Diet Book versus Philosophy Lesson
In some cases, vegan books portray the overall subjective knowledge and ideas presented in a format that recommends food choice. Vegan diets include natural foods, but not animal products or animal byproducts including eggs, dairy products or honey. The vegan lifestyle overlaps with a vegetarian diet and a philosophical mindset which could cause major life changes. Determining what defines right and wrong in life has little to do with achieving a healthy lifestyle through proper nutrition taught by a book. By completely buying into the information presented in strict vegan lesson books, one may find themselves caught between philosophical decisions and what to eat at the same time. Valuable information provided in vegan books often proves beneficial to those seeking an alternative diet and lifestyle. However, learning about proper nutrition from sources that do not impose or present strict rules regarding the human race and nature provides a more suitable option for most people.

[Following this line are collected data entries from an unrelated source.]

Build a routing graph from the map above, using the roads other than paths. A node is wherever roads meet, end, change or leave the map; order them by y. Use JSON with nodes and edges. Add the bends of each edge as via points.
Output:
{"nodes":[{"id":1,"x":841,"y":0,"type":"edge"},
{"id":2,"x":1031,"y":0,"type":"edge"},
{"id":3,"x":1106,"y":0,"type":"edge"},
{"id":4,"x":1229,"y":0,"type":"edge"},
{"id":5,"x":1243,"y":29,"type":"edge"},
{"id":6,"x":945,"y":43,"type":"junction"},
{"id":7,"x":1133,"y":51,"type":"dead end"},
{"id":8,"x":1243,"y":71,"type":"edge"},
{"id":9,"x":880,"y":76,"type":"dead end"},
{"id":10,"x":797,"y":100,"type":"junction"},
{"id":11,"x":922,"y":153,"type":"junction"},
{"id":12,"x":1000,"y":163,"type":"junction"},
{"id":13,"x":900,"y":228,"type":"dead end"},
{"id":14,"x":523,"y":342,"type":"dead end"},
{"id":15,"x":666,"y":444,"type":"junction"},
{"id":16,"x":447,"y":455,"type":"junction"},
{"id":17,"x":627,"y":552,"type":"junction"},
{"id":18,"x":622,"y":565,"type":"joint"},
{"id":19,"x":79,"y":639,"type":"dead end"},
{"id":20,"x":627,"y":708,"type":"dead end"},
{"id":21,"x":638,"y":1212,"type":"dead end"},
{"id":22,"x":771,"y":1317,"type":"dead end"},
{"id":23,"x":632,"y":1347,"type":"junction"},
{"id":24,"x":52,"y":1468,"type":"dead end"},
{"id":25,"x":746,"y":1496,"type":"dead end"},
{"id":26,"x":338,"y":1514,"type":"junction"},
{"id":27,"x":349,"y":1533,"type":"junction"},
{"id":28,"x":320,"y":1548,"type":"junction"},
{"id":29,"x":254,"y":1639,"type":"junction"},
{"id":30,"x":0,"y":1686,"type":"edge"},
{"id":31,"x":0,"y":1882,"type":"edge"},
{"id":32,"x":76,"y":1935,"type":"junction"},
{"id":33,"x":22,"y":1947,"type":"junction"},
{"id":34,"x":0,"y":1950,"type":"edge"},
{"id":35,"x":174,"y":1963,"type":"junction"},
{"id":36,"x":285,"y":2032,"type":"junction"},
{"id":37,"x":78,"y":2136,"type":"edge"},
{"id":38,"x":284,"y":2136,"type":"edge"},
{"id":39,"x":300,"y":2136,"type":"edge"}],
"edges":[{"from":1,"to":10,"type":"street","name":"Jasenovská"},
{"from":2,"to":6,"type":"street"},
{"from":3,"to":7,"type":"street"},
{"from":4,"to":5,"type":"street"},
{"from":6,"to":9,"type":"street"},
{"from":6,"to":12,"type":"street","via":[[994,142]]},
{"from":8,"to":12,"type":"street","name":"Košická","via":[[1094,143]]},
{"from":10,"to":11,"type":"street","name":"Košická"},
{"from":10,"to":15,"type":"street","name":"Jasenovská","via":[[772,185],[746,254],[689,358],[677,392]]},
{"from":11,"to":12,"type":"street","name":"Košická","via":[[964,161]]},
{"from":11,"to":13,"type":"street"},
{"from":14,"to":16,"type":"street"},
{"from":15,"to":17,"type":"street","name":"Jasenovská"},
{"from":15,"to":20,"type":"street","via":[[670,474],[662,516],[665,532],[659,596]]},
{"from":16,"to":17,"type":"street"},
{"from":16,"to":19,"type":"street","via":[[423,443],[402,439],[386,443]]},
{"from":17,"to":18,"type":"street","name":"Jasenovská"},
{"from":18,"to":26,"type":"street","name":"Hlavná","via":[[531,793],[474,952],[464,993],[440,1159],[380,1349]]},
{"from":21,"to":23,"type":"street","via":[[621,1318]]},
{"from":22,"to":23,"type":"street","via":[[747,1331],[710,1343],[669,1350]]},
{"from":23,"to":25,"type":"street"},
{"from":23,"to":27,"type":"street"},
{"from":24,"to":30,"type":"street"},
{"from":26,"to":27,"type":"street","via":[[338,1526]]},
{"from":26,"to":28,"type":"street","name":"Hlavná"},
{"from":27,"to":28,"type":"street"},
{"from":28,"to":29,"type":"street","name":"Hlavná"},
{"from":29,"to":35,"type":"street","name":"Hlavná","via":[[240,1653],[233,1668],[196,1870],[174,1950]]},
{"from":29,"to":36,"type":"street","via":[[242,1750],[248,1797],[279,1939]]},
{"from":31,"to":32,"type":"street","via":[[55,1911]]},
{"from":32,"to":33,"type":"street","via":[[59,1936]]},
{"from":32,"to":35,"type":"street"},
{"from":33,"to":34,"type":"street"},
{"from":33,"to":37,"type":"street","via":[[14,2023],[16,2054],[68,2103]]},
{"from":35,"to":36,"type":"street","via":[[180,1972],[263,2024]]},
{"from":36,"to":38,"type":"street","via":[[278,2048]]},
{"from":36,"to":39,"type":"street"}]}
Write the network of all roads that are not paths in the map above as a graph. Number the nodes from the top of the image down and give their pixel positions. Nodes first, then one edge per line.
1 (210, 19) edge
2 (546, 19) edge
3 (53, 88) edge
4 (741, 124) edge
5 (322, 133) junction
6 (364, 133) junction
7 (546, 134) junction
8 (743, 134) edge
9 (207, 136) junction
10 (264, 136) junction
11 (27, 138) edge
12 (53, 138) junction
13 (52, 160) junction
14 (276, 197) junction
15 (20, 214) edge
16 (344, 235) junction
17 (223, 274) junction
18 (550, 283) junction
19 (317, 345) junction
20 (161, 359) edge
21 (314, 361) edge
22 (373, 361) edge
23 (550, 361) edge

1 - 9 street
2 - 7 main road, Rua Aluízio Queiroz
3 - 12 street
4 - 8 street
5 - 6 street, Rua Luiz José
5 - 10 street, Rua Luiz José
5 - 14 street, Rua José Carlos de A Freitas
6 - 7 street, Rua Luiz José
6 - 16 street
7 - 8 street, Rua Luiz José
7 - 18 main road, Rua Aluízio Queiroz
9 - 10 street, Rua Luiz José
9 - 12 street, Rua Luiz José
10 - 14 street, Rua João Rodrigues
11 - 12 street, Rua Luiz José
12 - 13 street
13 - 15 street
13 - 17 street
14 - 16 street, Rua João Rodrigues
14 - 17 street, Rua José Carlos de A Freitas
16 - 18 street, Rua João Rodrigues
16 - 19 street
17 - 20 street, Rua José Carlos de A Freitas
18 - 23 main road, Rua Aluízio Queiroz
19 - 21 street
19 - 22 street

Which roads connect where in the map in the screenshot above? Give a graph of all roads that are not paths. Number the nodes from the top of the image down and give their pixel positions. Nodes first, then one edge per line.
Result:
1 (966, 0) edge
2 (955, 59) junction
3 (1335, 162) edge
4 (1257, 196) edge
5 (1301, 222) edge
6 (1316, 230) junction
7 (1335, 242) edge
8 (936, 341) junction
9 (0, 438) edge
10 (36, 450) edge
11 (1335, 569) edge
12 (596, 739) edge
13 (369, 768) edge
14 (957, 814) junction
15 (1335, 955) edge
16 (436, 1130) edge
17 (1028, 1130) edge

Lifestyle choices should not get "forced" through books, especially those designed to help determine proper nutrition and food options. Have a healthy diet through the consumption of nutritionally dense foods and by following an exercise regimen. Allowing either of these things to happen does not require one or the other to be eliminated, or for both to overlap. A vegan book or any other written piece of information regarding diet does not hold the power to determine the degree of rightness and wrongness between lifestyles.